▶ **ASSIGNED TASK**
Throughout the records below, find each line holding "options" and copy it.

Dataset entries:
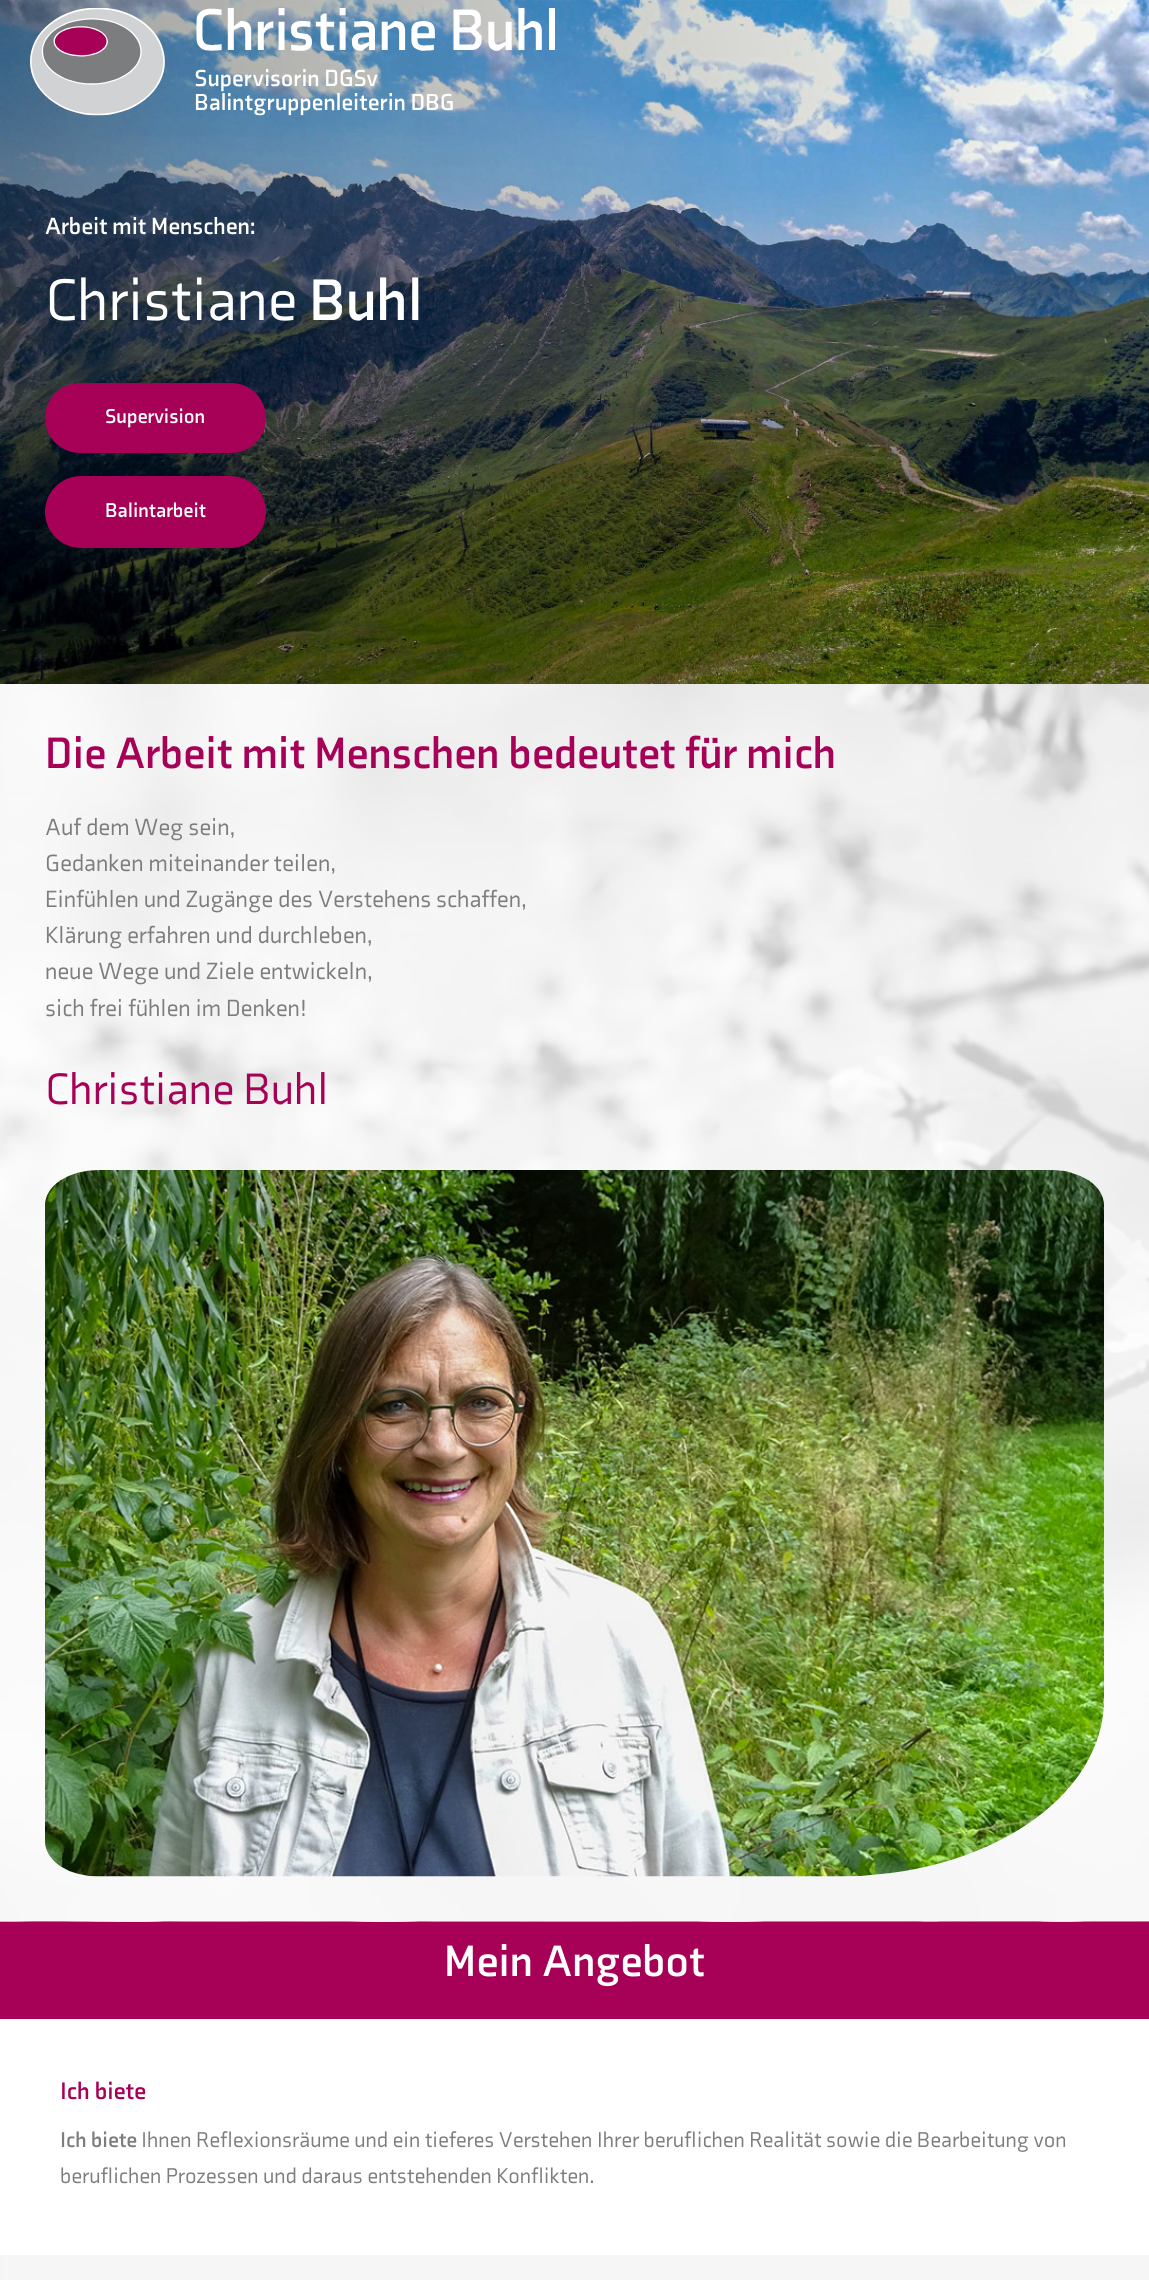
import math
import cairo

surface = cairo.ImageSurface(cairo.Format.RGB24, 1149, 2280)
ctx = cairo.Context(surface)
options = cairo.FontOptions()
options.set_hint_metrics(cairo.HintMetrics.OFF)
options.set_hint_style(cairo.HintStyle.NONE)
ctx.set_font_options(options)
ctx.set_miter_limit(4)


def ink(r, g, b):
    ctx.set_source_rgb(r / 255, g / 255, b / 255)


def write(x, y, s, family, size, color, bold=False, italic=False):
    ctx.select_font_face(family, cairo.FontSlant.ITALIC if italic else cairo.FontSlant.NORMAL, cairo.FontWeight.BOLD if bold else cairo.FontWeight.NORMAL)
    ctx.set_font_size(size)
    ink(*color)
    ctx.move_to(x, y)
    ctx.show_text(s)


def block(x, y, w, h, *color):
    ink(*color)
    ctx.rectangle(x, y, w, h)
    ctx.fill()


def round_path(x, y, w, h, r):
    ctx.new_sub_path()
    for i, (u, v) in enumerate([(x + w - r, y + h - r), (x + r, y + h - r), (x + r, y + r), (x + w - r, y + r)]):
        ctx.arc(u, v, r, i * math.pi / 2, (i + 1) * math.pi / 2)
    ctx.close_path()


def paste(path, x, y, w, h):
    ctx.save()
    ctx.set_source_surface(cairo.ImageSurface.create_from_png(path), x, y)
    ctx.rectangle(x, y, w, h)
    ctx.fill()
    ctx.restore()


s1 = dict(family="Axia", size=24, color=(255, 255, 255), bold=True)
s2 = dict(family="Axia", size=60, color=(255, 255, 255))
s3 = dict(family="Axia", size=60, color=(255, 255, 255), bold=True)
s4 = dict(family="Axia", size=20.5, color=(255, 255, 255), bold=True)
s5 = dict(family="Axia", size=45, color=(167, 0, 87), bold=True)
s6 = dict(family="Axia", size=24, color=(124, 125, 127))
s7 = dict(family="Axia", size=45, color=(167, 0, 87))
s8 = dict(family="Axia", size=45, color=(255, 255, 255), bold=True)
s9 = dict(family="Axia", size=24.5, color=(167, 0, 87), bold=True)
s10 = dict(family="Axia", size=21.9, color=(124, 125, 127), bold=True)
s11 = dict(family="Axia", size=21.9, color=(124, 125, 127))

ink(255, 255, 255)
ctx.paint()
paste("pic2.png", 0, 0, 1149, 684)
paste("pic1.png", 30, 8, 525, 108)
write(45, 234, "Arbeit mit Menschen:", **s1)
write(45, 320, "Christiane", **s2)
write(309, 320, "Buhl", **s3)
ink(167, 0, 87)
round_path(45, 383, 221, 70, 35)
ctx.fill()
write(105, 423, "Supervision", **s4)
ink(167, 0, 87)
round_path(45, 476, 221, 72, 36)
ctx.fill()
write(105, 517, "Balintarbeit", **s4)
paste("pic3.png", 0, 684, 1149, 1238)
gradient = cairo.LinearGradient(574, 684, 575, 1922)
gradient.add_color_stop_rgba(0, 1, 1, 1, 0.7)
gradient.add_color_stop_rgba(0.85, 1, 1, 1, 0.96)
ctx.set_source(gradient)
ctx.rectangle(0, 684, 1149, 1238)
ctx.fill()
write(45, 768, "Die Arbeit mit Menschen bedeutet für mich", **s5)
write(45, 835, "Auf dem Weg sein,", **s6)
write(45, 871, "Gedanken miteinander teilen,", **s6)
write(45, 907, "Einfühlen und Zugänge des Verstehens schaffen,", **s6)
write(45, 943, "Klärung erfahren und durchleben,", **s6)
write(45, 979, "neue Wege und Ziele entwickeln,", **s6)
write(45, 1016, "sich frei fühlen im Denken!", **s6)
write(45, 1104, "Christiane Buhl", **s7)
paste("pic4.png", 45, 1170, 1059, 707)
paste("pic5.png", 0, 1921, 1149, 1)
block(0, 1922, 1149, 97, 167, 0, 87)
write(444, 1976, "Mein Angebot", **s8)
write(60, 2099, "Ich biete", **s9)
write(60, 2147, "Ich biete", **s10)
write(141, 2147, "Ihnen Reflexionsräume und ein tieferes Verstehen Ihrer beruflichen Realität sowie die Bearbeitung von", **s11)
write(60, 2183, "beruflichen Prozessen und daraus entstehenden Konflikten.", **s11)
block(2, 2255, 1146, 25, 246, 246, 246)
block(1148, 2255, 1, 25, 245, 245, 245)
block(0, 2255, 2, 25, 245, 245, 245)
surface.write_to_png("screenshot.png")
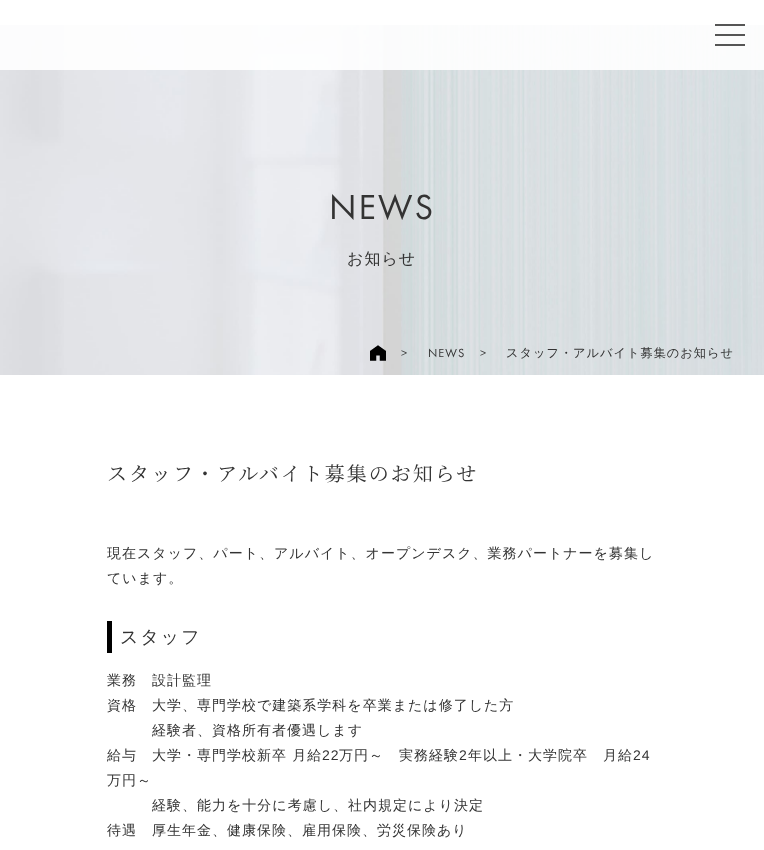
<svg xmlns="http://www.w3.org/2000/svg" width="764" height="850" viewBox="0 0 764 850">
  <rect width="100%" height="100%" fill="#fff"/>
  <image x="0" y="25" width="764" height="350" href="img/1.png"/>
  <path d="M0 25h764v45H0z" fill="#ffffffe6"/>
  <path d="M715 24h30v2H715z" fill="#555"/>
  <path d="M715 34h30v2H715z" fill="#555"/>
  <path d="M715 44h30v2H715z" fill="#555"/>
  <image x="370" y="345" width="16" height="16" href="img/2.png"/>
  <path d="M107 621h5v32H107z" fill="#000"/>
  <text x="329" y="219" font-family="Futura PT" font-size="36" letter-spacing="2" fill="#333">NEWS</text>
  <text x="347" y="264" font-family="WenQuanYi Zen Hei" font-size="16" font-weight="500" letter-spacing="1" fill="#333">お知らせ</text>
  <g font-family="Futura PT" font-size="12.2" letter-spacing="1" fill="#333">
    <text x="401" y="357">&gt;</text>
    <text x="428" y="357">NEWS</text>
    <text x="480" y="357">&gt;</text>
  </g>
  <text x="506" y="357" font-family="WenQuanYi Zen Hei" font-size="12.2" font-weight="500" letter-spacing="1" fill="#333">スタッフ・アルバイト募集のお知らせ</text>
  <text x="107" y="481" font-family="Noto Serif JP" font-size="20" letter-spacing="2" fill="#333">スタッフ・アルバイト募集のお知らせ</text>
  <g font-family="WenQuanYi Zen Hei" font-size="14" font-weight="500" letter-spacing="1" fill="#333">
    <text x="107" y="558">現在スタッフ、パート、アルバイト、オープンデスク、業務パートナーを募集し</text>
    <text x="107" y="583">ています。</text>
  </g>
  <text x="120" y="643" font-family="WenQuanYi Zen Hei" font-size="18" font-weight="500" letter-spacing="2" fill="#333">スタッフ</text>
  <g font-family="WenQuanYi Zen Hei" font-size="14" font-weight="500" letter-spacing="1" fill="#333">
    <text x="107" y="685">業務　設計監理</text>
    <text x="107" y="710">資格　大学、専門学校で建築系学科を卒業または修了した方</text>
    <text x="152" y="735">経験者、資格所有者優遇します</text>
    <text x="107" y="760">給与　大学・専門学校新卒 月給</text>
  </g>
  <text x="322" y="760" font-family="Liberation Sans" font-size="14" letter-spacing="1" fill="#333">22</text>
  <text x="339" y="760" font-family="WenQuanYi Zen Hei" font-size="14" font-weight="500" letter-spacing="1" fill="#333">万円～　実務経験</text>
  <text x="459" y="760" font-family="Liberation Sans" font-size="14" letter-spacing="1" fill="#333">2</text>
  <text x="468" y="760" font-family="WenQuanYi Zen Hei" font-size="14" font-weight="500" letter-spacing="1" fill="#333">年以上・大学院卒　月給</text>
  <text x="633" y="760" font-family="Liberation Sans" font-size="14" letter-spacing="1" fill="#333">24</text>
  <g font-family="WenQuanYi Zen Hei" font-size="14" font-weight="500" letter-spacing="1" fill="#333">
    <text x="107" y="785">万円～</text>
    <text x="152" y="810">経験、能力を十分に考慮し、社内規定により決定</text>
    <text x="107" y="835">待遇　厚生年金、健康保険、雇用保険、労災保険あり</text>
  </g>
</svg>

▶ **WRITTEN SOLUTION**
options = cairo.FontOptions()
options.set_hint_metrics(cairo.HintMetrics.OFF)
options.set_hint_style(cairo.HintStyle.NONE)
ctx.set_font_options(options)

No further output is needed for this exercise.